*** Opening of The data ***

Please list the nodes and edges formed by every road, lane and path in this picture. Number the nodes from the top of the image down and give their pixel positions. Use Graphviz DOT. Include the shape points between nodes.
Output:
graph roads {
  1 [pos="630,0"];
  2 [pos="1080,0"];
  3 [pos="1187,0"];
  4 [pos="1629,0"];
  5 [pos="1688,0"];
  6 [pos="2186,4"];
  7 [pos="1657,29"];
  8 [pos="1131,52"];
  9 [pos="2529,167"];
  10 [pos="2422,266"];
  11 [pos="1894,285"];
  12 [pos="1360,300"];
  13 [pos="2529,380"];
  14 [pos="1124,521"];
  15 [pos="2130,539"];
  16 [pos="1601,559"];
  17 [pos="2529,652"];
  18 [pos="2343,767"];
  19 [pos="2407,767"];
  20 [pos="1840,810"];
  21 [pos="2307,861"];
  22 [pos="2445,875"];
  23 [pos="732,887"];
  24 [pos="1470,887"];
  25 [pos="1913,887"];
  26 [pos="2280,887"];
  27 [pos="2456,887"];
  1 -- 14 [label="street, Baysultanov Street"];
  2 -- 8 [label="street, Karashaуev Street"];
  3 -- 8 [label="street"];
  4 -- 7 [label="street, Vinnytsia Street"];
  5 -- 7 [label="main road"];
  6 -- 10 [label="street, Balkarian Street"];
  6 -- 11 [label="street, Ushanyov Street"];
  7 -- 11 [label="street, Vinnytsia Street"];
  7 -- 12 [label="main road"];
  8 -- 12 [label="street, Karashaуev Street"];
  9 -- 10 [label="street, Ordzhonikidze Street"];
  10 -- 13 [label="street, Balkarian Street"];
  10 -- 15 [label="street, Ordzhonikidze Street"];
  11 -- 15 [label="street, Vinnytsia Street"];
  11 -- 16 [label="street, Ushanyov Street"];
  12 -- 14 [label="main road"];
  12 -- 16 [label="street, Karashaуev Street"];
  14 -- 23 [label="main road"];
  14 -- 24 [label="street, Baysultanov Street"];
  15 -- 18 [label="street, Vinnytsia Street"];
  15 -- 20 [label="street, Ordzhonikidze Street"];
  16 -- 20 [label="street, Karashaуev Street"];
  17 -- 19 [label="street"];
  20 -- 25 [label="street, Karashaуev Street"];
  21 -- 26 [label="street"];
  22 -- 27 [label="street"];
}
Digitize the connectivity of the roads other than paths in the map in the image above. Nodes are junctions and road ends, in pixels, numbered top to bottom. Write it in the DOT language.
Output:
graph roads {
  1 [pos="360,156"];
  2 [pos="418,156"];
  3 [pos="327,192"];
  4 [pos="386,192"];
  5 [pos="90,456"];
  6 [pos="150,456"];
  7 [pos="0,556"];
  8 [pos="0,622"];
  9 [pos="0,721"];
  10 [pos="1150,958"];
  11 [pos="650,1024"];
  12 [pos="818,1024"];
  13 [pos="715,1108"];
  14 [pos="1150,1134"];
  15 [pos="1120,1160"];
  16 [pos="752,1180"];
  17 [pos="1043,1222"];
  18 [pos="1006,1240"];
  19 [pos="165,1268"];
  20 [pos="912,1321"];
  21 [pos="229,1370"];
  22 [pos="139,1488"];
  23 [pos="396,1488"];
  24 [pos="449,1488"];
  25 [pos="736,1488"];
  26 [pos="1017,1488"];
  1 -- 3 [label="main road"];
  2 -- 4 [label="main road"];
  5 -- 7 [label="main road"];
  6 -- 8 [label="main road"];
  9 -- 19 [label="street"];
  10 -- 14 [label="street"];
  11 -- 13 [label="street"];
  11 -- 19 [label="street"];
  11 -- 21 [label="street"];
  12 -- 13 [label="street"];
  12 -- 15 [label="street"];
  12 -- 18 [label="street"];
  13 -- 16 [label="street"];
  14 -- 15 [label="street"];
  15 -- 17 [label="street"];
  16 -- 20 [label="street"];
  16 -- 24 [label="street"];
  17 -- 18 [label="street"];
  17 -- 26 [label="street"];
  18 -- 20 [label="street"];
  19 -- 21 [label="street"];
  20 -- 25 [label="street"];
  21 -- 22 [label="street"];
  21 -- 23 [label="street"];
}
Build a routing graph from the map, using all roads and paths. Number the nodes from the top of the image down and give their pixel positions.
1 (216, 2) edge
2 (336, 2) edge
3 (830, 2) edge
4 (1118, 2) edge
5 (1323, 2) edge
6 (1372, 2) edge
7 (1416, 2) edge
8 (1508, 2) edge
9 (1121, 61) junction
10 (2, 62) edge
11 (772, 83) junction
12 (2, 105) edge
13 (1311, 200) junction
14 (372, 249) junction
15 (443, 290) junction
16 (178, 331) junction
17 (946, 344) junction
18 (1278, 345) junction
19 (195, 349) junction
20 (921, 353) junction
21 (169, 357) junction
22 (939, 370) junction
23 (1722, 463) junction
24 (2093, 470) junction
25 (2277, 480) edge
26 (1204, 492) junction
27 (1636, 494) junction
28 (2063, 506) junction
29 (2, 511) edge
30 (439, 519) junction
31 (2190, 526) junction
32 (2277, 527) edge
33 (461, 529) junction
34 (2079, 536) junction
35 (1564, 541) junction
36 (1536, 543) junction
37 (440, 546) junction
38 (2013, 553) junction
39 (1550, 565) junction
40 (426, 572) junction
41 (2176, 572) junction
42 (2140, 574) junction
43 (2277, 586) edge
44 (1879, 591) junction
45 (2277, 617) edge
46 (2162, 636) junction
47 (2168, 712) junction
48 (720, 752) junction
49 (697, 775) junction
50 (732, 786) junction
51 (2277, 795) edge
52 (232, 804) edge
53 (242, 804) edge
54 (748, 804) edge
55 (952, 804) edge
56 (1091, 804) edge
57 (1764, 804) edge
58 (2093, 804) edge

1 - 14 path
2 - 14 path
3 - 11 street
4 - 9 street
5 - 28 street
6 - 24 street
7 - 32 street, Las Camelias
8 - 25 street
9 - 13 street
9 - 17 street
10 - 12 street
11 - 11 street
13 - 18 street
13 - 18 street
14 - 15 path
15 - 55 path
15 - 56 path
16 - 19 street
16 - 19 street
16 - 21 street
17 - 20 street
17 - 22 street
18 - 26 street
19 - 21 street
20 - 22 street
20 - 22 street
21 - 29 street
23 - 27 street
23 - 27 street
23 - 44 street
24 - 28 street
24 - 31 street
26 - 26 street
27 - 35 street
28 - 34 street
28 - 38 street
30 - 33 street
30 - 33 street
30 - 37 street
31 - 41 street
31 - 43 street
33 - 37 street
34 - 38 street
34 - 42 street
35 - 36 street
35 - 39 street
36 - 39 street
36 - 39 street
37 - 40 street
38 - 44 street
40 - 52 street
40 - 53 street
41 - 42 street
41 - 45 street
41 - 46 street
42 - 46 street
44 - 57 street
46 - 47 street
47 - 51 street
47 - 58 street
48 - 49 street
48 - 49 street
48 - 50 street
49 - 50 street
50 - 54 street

*** Close of The data ***

▶ Exercise objective
Every entry is to be returned exactly, with nothing dropped.

▶ Answer space
Please list the nodes and edges formed by every road, lane and path in this picture. Number the nodes from the top of the image down and give their pixel positions. Use Graphviz DOT. Include the shape points between nodes.
Output:
graph roads {
  1 [pos="630,0"];
  2 [pos="1080,0"];
  3 [pos="1187,0"];
  4 [pos="1629,0"];
  5 [pos="1688,0"];
  6 [pos="2186,4"];
  7 [pos="1657,29"];
  8 [pos="1131,52"];
  9 [pos="2529,167"];
  10 [pos="2422,266"];
  11 [pos="1894,285"];
  12 [pos="1360,300"];
  13 [pos="2529,380"];
  14 [pos="1124,521"];
  15 [pos="2130,539"];
  16 [pos="1601,559"];
  17 [pos="2529,652"];
  18 [pos="2343,767"];
  19 [pos="2407,767"];
  20 [pos="1840,810"];
  21 [pos="2307,861"];
  22 [pos="2445,875"];
  23 [pos="732,887"];
  24 [pos="1470,887"];
  25 [pos="1913,887"];
  26 [pos="2280,887"];
  27 [pos="2456,887"];
  1 -- 14 [label="street, Baysultanov Street"];
  2 -- 8 [label="street, Karashaуev Street"];
  3 -- 8 [label="street"];
  4 -- 7 [label="street, Vinnytsia Street"];
  5 -- 7 [label="main road"];
  6 -- 10 [label="street, Balkarian Street"];
  6 -- 11 [label="street, Ushanyov Street"];
  7 -- 11 [label="street, Vinnytsia Street"];
  7 -- 12 [label="main road"];
  8 -- 12 [label="street, Karashaуev Street"];
  9 -- 10 [label="street, Ordzhonikidze Street"];
  10 -- 13 [label="street, Balkarian Street"];
  10 -- 15 [label="street, Ordzhonikidze Street"];
  11 -- 15 [label="street, Vinnytsia Street"];
  11 -- 16 [label="street, Ushanyov Street"];
  12 -- 14 [label="main road"];
  12 -- 16 [label="street, Karashaуev Street"];
  14 -- 23 [label="main road"];
  14 -- 24 [label="street, Baysultanov Street"];
  15 -- 18 [label="street, Vinnytsia Street"];
  15 -- 20 [label="street, Ordzhonikidze Street"];
  16 -- 20 [label="street, Karashaуev Street"];
  17 -- 19 [label="street"];
  20 -- 25 [label="street, Karashaуev Street"];
  21 -- 26 [label="street"];
  22 -- 27 [label="street"];
}
Digitize the connectivity of the roads other than paths in the map in the image above. Nodes are junctions and road ends, in pixels, numbered top to bottom. Write it in the DOT language.
Output:
graph roads {
  1 [pos="360,156"];
  2 [pos="418,156"];
  3 [pos="327,192"];
  4 [pos="386,192"];
  5 [pos="90,456"];
  6 [pos="150,456"];
  7 [pos="0,556"];
  8 [pos="0,622"];
  9 [pos="0,721"];
  10 [pos="1150,958"];
  11 [pos="650,1024"];
  12 [pos="818,1024"];
  13 [pos="715,1108"];
  14 [pos="1150,1134"];
  15 [pos="1120,1160"];
  16 [pos="752,1180"];
  17 [pos="1043,1222"];
  18 [pos="1006,1240"];
  19 [pos="165,1268"];
  20 [pos="912,1321"];
  21 [pos="229,1370"];
  22 [pos="139,1488"];
  23 [pos="396,1488"];
  24 [pos="449,1488"];
  25 [pos="736,1488"];
  26 [pos="1017,1488"];
  1 -- 3 [label="main road"];
  2 -- 4 [label="main road"];
  5 -- 7 [label="main road"];
  6 -- 8 [label="main road"];
  9 -- 19 [label="street"];
  10 -- 14 [label="street"];
  11 -- 13 [label="street"];
  11 -- 19 [label="street"];
  11 -- 21 [label="street"];
  12 -- 13 [label="street"];
  12 -- 15 [label="street"];
  12 -- 18 [label="street"];
  13 -- 16 [label="street"];
  14 -- 15 [label="street"];
  15 -- 17 [label="street"];
  16 -- 20 [label="street"];
  16 -- 24 [label="street"];
  17 -- 18 [label="street"];
  17 -- 26 [label="street"];
  18 -- 20 [label="street"];
  19 -- 21 [label="street"];
  20 -- 25 [label="street"];
  21 -- 22 [label="street"];
  21 -- 23 [label="street"];
}
Build a routing graph from the map, using all roads and paths. Number the nodes from the top of the image down and give their pixel positions.
1 (216, 2) edge
2 (336, 2) edge
3 (830, 2) edge
4 (1118, 2) edge
5 (1323, 2) edge
6 (1372, 2) edge
7 (1416, 2) edge
8 (1508, 2) edge
9 (1121, 61) junction
10 (2, 62) edge
11 (772, 83) junction
12 (2, 105) edge
13 (1311, 200) junction
14 (372, 249) junction
15 (443, 290) junction
16 (178, 331) junction
17 (946, 344) junction
18 (1278, 345) junction
19 (195, 349) junction
20 (921, 353) junction
21 (169, 357) junction
22 (939, 370) junction
23 (1722, 463) junction
24 (2093, 470) junction
25 (2277, 480) edge
26 (1204, 492) junction
27 (1636, 494) junction
28 (2063, 506) junction
29 (2, 511) edge
30 (439, 519) junction
31 (2190, 526) junction
32 (2277, 527) edge
33 (461, 529) junction
34 (2079, 536) junction
35 (1564, 541) junction
36 (1536, 543) junction
37 (440, 546) junction
38 (2013, 553) junction
39 (1550, 565) junction
40 (426, 572) junction
41 (2176, 572) junction
42 (2140, 574) junction
43 (2277, 586) edge
44 (1879, 591) junction
45 (2277, 617) edge
46 (2162, 636) junction
47 (2168, 712) junction
48 (720, 752) junction
49 (697, 775) junction
50 (732, 786) junction
51 (2277, 795) edge
52 (232, 804) edge
53 (242, 804) edge
54 (748, 804) edge
55 (952, 804) edge
56 (1091, 804) edge
57 (1764, 804) edge
58 (2093, 804) edge

1 - 14 path
2 - 14 path
3 - 11 street
4 - 9 street
5 - 28 street
6 - 24 street
7 - 32 street, Las Camelias
8 - 25 street
9 - 13 street
9 - 17 street
10 - 12 street
11 - 11 street
13 - 18 street
13 - 18 street
14 - 15 path
15 - 55 path
15 - 56 path
16 - 19 street
16 - 19 street
16 - 21 street
17 - 20 street
17 - 22 street
18 - 26 street
19 - 21 street
20 - 22 street
20 - 22 street
21 - 29 street
23 - 27 street
23 - 27 street
23 - 44 street
24 - 28 street
24 - 31 street
26 - 26 street
27 - 35 street
28 - 34 street
28 - 38 street
30 - 33 street
30 - 33 street
30 - 37 street
31 - 41 street
31 - 43 street
33 - 37 street
34 - 38 street
34 - 42 street
35 - 36 street
35 - 39 street
36 - 39 street
36 - 39 street
37 - 40 street
38 - 44 street
40 - 52 street
40 - 53 street
41 - 42 street
41 - 45 street
41 - 46 street
42 - 46 street
44 - 57 street
46 - 47 street
47 - 51 street
47 - 58 street
48 - 49 street
48 - 49 street
48 - 50 street
49 - 50 street
50 - 54 street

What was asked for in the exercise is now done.